== WORK INSTRUCTIONS ==
For every line of the records below that holds "富山立山魚津線", add one. Give only the final total.

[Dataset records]

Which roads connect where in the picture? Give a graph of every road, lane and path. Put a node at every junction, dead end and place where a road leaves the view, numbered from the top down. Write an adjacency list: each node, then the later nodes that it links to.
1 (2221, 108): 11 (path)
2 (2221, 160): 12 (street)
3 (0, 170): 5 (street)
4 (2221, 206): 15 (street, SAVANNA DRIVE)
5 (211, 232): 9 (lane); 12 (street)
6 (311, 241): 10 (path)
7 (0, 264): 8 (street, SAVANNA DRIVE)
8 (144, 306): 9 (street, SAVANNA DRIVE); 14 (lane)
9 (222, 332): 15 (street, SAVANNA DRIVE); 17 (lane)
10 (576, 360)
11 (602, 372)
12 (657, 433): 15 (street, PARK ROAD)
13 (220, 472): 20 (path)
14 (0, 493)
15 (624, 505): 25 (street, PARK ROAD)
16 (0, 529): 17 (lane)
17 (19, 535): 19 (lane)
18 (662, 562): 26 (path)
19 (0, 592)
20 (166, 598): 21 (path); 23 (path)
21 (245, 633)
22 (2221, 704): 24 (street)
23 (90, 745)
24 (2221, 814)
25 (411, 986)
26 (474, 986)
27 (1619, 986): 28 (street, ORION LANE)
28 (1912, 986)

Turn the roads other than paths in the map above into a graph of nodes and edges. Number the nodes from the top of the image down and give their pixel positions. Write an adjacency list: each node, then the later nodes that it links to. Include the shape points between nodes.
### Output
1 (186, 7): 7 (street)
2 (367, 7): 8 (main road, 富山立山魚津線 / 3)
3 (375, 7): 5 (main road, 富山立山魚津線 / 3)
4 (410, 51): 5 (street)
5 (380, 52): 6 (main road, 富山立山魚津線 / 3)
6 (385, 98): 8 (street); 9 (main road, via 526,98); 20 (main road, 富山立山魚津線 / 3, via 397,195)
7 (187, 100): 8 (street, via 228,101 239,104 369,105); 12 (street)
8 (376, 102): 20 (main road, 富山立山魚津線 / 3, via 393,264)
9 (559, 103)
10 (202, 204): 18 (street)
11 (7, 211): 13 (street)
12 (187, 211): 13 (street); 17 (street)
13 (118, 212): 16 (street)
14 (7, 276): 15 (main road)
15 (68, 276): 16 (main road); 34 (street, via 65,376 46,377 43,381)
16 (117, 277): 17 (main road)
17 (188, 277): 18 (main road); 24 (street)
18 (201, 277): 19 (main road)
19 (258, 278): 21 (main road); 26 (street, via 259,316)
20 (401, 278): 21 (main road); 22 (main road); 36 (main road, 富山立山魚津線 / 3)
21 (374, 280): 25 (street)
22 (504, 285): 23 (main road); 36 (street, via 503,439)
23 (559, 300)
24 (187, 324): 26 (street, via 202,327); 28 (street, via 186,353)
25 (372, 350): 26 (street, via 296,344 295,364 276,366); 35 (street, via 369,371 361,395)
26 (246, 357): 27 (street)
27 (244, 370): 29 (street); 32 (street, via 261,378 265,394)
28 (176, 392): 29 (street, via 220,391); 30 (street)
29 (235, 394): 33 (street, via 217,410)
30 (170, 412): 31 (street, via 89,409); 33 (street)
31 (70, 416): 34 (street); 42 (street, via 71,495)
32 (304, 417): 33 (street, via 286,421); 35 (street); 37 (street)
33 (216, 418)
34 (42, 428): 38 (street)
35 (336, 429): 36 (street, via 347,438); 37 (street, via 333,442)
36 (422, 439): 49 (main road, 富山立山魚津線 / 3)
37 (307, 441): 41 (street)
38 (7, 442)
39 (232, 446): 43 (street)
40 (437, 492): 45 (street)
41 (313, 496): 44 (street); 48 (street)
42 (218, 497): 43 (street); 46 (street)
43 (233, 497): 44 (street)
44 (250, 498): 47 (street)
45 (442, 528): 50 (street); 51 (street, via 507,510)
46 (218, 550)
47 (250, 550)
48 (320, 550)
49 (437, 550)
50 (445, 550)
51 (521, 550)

== ANSWER BOX ==
7